### [WORK INSTRUCTION]
Go through the material below and return each line with the string "КОСАРАВА" in it.

### [MATERIAL FOR THIS TASK]
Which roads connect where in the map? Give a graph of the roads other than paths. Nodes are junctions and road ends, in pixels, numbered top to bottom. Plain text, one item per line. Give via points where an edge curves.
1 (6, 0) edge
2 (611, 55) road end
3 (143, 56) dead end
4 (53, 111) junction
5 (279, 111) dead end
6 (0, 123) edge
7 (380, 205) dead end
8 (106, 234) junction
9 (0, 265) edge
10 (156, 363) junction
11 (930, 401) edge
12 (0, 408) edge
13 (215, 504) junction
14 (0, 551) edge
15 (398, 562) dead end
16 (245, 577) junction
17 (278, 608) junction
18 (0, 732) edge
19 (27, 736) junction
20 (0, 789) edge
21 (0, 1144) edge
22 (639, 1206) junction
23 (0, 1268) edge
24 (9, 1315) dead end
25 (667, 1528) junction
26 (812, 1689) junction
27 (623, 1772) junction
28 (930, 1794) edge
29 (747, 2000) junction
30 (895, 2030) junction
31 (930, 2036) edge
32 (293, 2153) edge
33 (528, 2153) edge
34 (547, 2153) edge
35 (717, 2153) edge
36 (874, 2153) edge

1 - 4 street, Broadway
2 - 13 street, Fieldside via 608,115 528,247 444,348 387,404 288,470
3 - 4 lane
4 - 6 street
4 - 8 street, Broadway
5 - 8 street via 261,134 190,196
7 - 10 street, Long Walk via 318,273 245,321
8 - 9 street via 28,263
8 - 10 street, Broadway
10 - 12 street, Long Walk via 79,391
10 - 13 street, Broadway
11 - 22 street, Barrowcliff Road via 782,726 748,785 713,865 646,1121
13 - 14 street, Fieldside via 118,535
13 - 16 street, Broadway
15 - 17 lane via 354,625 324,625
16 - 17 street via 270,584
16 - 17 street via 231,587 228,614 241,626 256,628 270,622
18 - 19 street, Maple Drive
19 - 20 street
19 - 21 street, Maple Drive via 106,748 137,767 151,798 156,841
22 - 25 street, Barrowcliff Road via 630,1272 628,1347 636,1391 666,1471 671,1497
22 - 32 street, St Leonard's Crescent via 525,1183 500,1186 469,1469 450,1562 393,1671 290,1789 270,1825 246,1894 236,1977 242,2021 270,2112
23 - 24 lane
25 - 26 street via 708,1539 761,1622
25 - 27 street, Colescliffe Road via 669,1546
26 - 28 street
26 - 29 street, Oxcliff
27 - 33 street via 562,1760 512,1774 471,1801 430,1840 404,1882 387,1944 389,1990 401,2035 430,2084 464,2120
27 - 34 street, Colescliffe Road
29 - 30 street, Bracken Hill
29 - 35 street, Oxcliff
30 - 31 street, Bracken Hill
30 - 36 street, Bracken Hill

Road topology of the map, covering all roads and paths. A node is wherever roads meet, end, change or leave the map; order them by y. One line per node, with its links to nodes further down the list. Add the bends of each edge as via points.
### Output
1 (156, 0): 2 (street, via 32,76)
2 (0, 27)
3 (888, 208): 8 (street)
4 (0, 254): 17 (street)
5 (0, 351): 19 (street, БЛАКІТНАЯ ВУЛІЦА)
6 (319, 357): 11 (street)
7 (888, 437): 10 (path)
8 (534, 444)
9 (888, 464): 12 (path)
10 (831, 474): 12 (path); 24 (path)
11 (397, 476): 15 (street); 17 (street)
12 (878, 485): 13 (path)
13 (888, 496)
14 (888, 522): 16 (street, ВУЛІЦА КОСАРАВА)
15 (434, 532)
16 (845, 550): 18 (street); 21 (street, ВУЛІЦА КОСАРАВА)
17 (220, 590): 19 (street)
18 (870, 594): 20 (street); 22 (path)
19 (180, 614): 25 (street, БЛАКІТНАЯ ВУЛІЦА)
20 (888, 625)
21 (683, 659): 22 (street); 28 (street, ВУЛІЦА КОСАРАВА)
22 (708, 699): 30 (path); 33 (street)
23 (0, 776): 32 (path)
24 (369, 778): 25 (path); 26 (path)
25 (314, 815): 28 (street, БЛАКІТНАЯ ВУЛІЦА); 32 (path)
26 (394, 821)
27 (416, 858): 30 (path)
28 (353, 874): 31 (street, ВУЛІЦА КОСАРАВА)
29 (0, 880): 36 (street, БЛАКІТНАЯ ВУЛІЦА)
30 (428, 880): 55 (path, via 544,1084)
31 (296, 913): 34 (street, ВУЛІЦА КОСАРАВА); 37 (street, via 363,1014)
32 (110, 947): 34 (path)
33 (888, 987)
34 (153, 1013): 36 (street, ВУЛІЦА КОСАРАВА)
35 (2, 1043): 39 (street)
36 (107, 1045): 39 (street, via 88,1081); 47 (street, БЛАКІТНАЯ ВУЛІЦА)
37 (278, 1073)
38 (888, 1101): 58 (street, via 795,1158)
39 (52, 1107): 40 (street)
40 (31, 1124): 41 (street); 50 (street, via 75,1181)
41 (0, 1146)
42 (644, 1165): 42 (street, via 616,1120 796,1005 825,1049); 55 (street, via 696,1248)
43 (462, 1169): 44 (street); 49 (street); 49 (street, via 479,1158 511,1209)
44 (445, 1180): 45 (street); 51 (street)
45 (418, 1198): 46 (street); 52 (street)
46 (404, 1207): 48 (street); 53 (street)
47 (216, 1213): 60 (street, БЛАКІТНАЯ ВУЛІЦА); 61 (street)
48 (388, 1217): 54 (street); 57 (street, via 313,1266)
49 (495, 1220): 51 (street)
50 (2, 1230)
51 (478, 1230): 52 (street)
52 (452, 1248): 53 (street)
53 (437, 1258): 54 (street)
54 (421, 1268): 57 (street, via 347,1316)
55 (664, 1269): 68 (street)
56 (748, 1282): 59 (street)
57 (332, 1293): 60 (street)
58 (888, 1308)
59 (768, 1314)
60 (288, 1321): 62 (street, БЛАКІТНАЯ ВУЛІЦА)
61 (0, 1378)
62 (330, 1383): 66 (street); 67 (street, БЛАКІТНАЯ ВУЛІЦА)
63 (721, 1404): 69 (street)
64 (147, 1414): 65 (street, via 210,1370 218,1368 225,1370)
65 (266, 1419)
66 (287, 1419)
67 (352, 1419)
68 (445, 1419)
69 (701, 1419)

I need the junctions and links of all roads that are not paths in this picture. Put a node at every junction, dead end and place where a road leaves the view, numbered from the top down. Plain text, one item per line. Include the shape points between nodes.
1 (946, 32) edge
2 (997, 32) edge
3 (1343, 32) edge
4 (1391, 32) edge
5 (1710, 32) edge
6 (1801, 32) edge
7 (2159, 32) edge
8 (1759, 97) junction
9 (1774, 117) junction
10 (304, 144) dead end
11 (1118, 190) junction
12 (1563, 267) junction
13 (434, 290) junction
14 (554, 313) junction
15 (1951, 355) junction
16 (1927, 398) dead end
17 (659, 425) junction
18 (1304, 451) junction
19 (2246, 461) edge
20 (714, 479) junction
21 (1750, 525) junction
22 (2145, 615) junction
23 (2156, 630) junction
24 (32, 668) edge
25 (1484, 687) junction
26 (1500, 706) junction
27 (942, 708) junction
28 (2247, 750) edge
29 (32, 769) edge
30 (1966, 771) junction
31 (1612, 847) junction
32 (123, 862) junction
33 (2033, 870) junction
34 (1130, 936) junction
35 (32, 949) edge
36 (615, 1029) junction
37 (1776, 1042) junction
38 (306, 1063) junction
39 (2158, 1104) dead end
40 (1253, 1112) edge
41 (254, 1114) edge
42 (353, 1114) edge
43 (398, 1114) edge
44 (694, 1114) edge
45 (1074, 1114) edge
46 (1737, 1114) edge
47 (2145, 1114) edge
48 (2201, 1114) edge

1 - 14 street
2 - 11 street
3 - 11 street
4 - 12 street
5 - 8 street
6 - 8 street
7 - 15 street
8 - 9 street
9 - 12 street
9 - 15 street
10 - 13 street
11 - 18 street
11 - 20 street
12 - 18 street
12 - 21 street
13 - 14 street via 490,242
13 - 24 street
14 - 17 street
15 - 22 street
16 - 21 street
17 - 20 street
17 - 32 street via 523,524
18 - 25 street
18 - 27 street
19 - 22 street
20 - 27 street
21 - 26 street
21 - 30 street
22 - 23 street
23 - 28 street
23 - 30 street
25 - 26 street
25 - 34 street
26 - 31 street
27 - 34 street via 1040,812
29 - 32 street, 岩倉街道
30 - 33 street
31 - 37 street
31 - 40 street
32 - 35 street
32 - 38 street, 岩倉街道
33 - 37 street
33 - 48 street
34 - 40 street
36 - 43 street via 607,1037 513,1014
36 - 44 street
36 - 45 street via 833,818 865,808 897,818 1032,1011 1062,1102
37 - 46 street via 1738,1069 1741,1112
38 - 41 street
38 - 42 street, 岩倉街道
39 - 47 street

### [EXPECTED ANSWER]
14 (888, 522): 16 (street, ВУЛІЦА КОСАРАВА)
16 (845, 550): 18 (street); 21 (street, ВУЛІЦА КОСАРАВА)
21 (683, 659): 22 (street); 28 (street, ВУЛІЦА КОСАРАВА)
28 (353, 874): 31 (street, ВУЛІЦА КОСАРАВА)
31 (296, 913): 34 (street, ВУЛІЦА КОСАРАВА); 37 (street, via 363,1014)
34 (153, 1013): 36 (street, ВУЛІЦА КОСАРАВА)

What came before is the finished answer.